Talk about a juxtaposition. It’s been hip hop meets Harvard this school year, ever since temporary Twin Cities ex-pats DeAnna and Roger Cummings went into willing exile with their two kids in Cambridge, Mass. The married pair left Juxtaposition Arts, their Minneapolis educational nonprofit, in trusted staff hands so they could spend a year at Harvard University on two fine fellowships.
DeAnna is working toward a mid-career master’s degree in public administration at the Harvard University Kennedy School of Government on a Bush Foundation fellowship; Roger is studying at Harvard’s Graduate School of Design on a prestigious Loeb fellowship.
Prestigious stuff, in recognition of (if a long way from) the work they do to develop the potential and creativity of people on Minneapolis’ North Side, a neighborhood that’s home to many in the city’s African-American community, but where some see only poverty, crime and other problems. Juxtaposition Arts, founded in 1996, engages youth and others in the visual arts through classes, exhibitions, programs, projects, and special events.
During a break from school around New Year’s, the Minnesota Independent interviewed DeAnna Cummings by e-mail and phone. Here’s a mashup of ideas she expressed about what this year will hold for the arts and nonprofits.
Since you’ve been gone Minnesota voters passed a constitutional amendment to support the arts and the outdoors. What do you make of that?
To me that’s a classic and brilliant example of the arts getting outside of our safe places, getting off of the “arts pedestal,” getting down amongst regular people.
Minnesota’s support of the ecosystem of arts organizations we enjoy and our relatively thriving nonprofit industry is a model for the rest of the nation. Except for the fact that mid-size organizations seem to be dropping like flies over the past six months! Yikes!
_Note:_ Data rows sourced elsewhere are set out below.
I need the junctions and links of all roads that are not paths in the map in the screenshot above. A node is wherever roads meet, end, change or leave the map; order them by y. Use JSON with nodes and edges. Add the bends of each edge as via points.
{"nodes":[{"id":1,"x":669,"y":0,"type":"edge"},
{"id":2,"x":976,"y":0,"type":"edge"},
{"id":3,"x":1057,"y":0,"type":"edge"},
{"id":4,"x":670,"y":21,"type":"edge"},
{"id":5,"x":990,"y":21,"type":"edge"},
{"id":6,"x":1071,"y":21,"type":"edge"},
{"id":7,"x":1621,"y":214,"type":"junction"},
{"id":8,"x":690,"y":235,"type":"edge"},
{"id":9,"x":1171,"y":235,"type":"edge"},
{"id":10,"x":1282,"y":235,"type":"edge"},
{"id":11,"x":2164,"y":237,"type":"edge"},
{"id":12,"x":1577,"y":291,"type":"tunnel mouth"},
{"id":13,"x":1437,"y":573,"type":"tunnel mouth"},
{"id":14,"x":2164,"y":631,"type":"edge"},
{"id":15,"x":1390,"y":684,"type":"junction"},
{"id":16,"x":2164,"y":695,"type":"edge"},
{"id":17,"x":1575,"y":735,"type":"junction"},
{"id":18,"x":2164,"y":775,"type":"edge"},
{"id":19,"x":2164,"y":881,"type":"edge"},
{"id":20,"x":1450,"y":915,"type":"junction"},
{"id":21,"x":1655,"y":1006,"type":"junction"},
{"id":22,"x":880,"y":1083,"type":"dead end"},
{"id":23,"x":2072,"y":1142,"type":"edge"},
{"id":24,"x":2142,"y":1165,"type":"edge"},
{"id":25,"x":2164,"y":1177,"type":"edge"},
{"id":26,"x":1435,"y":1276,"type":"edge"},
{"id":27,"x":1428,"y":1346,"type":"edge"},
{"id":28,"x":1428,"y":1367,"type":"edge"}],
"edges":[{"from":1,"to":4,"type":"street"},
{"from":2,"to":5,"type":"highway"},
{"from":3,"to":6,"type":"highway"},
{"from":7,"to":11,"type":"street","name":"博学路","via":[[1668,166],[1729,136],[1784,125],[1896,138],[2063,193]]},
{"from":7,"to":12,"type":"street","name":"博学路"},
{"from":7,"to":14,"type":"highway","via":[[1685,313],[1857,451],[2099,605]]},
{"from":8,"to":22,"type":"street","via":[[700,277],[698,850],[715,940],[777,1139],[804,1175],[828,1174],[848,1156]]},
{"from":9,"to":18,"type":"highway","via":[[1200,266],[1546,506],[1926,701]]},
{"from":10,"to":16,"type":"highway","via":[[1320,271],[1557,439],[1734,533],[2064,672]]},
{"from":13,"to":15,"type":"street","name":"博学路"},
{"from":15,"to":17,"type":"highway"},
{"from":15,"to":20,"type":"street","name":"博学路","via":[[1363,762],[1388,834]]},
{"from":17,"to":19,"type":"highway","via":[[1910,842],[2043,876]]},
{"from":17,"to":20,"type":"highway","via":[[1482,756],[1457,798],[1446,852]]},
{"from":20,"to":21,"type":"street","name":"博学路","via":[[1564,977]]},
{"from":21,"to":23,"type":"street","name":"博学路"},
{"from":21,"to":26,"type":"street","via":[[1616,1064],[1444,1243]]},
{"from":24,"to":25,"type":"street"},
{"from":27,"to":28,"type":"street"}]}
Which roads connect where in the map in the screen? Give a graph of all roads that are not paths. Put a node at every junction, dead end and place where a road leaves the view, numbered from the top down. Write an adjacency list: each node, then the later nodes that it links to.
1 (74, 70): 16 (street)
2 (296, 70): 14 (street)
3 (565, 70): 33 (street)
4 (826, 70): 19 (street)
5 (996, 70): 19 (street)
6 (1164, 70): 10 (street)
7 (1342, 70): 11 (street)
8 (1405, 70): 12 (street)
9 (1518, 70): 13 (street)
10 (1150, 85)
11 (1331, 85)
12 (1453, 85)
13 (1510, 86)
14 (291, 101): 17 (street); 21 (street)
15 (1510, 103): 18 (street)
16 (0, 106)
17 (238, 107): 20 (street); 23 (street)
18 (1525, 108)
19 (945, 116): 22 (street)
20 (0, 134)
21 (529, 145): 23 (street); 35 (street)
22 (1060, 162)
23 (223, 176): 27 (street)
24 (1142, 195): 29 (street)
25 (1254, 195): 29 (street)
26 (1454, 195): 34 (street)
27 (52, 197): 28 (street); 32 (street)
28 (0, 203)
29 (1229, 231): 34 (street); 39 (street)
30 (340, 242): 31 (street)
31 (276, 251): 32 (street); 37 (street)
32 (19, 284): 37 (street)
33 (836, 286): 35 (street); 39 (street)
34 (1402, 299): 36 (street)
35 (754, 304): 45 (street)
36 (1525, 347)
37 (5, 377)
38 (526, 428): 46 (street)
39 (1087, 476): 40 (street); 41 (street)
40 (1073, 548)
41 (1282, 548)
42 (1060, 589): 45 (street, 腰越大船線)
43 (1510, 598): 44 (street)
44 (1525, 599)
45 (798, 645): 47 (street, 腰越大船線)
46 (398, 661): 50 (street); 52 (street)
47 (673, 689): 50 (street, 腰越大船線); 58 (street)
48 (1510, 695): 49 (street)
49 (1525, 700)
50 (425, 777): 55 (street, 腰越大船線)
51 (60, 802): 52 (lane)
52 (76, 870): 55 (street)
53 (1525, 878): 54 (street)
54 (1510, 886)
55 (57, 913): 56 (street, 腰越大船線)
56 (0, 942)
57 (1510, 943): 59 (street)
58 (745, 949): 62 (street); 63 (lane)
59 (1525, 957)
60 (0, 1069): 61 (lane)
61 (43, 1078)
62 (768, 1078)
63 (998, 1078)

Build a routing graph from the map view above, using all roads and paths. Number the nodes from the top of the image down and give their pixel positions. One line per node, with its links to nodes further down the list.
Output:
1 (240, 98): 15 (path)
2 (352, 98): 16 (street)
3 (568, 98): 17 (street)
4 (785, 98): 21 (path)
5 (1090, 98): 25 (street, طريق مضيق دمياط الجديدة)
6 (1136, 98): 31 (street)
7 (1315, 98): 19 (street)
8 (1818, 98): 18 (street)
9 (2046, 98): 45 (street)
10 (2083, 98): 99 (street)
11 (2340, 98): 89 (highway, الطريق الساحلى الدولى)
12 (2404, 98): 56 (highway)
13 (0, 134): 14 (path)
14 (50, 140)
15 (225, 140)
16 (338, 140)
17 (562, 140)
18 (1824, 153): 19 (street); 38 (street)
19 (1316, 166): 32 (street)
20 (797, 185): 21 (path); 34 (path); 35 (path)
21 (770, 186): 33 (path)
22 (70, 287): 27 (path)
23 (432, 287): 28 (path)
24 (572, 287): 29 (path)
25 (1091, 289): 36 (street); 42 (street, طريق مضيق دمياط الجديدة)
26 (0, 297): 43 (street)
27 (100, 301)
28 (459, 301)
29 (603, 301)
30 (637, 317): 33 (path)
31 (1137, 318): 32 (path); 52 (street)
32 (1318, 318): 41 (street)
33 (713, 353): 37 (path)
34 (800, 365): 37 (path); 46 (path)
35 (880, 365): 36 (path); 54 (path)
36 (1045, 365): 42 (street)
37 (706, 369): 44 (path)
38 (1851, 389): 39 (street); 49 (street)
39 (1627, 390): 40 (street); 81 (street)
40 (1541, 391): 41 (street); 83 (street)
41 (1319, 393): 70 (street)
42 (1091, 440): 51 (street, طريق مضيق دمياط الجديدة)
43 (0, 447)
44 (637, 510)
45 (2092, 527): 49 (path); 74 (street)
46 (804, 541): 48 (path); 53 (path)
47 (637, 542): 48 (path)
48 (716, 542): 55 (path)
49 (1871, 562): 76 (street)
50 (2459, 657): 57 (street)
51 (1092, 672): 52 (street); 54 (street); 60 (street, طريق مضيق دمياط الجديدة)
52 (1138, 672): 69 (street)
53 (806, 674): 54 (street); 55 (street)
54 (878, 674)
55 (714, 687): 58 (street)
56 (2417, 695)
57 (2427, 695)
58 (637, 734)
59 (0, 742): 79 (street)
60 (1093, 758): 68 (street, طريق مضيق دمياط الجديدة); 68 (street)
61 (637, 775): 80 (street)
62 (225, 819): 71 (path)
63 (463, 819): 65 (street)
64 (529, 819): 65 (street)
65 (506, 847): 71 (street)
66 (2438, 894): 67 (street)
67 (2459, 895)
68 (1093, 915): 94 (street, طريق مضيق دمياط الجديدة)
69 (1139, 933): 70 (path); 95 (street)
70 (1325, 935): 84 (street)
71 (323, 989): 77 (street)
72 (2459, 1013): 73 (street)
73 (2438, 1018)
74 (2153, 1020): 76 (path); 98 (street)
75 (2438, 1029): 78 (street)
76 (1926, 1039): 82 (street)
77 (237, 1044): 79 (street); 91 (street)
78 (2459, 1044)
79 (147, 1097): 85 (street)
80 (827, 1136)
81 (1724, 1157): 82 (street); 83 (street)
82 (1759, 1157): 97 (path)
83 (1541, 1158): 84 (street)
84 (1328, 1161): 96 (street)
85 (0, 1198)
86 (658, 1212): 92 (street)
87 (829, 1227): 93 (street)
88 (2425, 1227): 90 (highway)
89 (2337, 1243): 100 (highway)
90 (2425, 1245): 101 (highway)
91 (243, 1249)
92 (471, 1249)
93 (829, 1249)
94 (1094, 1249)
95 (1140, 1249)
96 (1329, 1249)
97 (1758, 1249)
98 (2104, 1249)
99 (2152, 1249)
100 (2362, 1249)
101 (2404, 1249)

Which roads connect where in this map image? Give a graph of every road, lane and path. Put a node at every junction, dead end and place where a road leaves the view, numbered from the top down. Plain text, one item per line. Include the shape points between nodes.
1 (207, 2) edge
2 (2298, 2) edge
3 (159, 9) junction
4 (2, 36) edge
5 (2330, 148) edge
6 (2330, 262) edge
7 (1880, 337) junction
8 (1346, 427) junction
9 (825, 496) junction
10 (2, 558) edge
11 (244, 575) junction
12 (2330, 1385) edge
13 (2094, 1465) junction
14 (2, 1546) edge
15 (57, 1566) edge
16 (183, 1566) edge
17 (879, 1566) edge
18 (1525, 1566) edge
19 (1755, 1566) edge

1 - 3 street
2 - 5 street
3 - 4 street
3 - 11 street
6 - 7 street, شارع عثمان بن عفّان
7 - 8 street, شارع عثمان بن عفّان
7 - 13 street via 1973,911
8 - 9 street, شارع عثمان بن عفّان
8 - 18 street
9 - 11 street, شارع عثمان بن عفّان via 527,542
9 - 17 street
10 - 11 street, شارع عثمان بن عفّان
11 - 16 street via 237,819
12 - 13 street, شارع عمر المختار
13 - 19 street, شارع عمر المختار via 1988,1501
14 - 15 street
How do you see the economy affecting your organization and others?
Things are hard all around, but for Juxta things aren’t much worse than they’ve ever been. We don’t have a mortgage payment; we’re doing fine. We’re counting our lucky stars we didn’t become a $750,000 [annual budget] organization. They’re much harder for folks to maintain.
Small to mid-sized groups have a bit of an advantage: We’re used to getting by. It’s a quality that poor people and small organizations do well intuitively. It’s the middle folks — $500,000 to $2 million — that are going to hurt the worst.
One of the double-edged swords of Minnesota’s vibrant philanthropic community is that nonprofits lean heavily on a handful of corporate and foundation donors. Arts organizations especially suffer from this lack of diversification in our donor base.
What can nonprofits do to survive?
Reconceptualizing who our allies, adversaries and “recruitables” are — reaching across the aisle — will be critical in 2009, especially for those of us who work in arts and cultural fields.
If we are going to survive and thrive in these tough economic times, we have to become adept at authentic collaboration. How we can share resources? Gone are the days of charity. We have to figure out how we get folks involved in our work because it is in their best interest.
So what are you up to at the Kennedy School?
I came as a person that founded and directed an arts organization because I’m interested in the idea that arts and culture can have a bigger role to play in policy, politics and public administration.
There’s not enough rigorous conversation and thinking about the role that arts and culture can play. When I start talking about arts with some people at the Kennedy School, they go blank. It’s hard for people to make a connection between arts and policy.
How do you see that connection? Can art make change happen that addresses social problems?
There is lots of change that needs to happen that’s more vertical kind of change, and arts can happen in a vertical way. Arts have the ability to connect people impacted by policy with policymakers.
An example is the Obama campaign’s branding. It wasn’t an extra and frivolous. It was critical and central. That was as important as anything else, the ability to brand Obama the candidate as attractive and sexy. It allowed young people to connect with his campaign in a different way — artists, graffiti artists. Had they just done the traditional bump sticker, there would have been a piece missing.
When do you come back?
We’ll be coming back to Minneapolis at the end of the summer/early fall to pick up the helm at Juxtaposition. We’re excited about launching a major development project that will transform what is currently the dilapidated 7,500-square-foot mixed-use property located next to our studio on the corner of West Broadway and Emerson Avenue North into a corona of culture, social enterprise and community development.
You’ve done a lot of work through Juxtaposition Arts to energize young people and the community of North Minneapolis — a part of town that’s often overlooked and bears more than its share of urban burdens. Any new ideas for North Minneapolis you’ll be bringing home with you from Harvard?
We as Americans and to some degree we as members of a globalized capitalist world falsely tend to view bigger as almost always better. Smallness is local, specific, nimble, better able to adapt to changing circumstances.
Some examples: Giovanni’s shrimp truck on the North Shore of Oahu, Hawaii, which I had the pleasure of visiting in January 2006. “Street meat” kiosks and pushcart vendors in Boston. Old-order Amish who put a cap on how much any one business can earn.
Seeds for this idea came from listening to lectures by John Taylor Gatto. This is something that should be seriously discussed in North Minneapolis.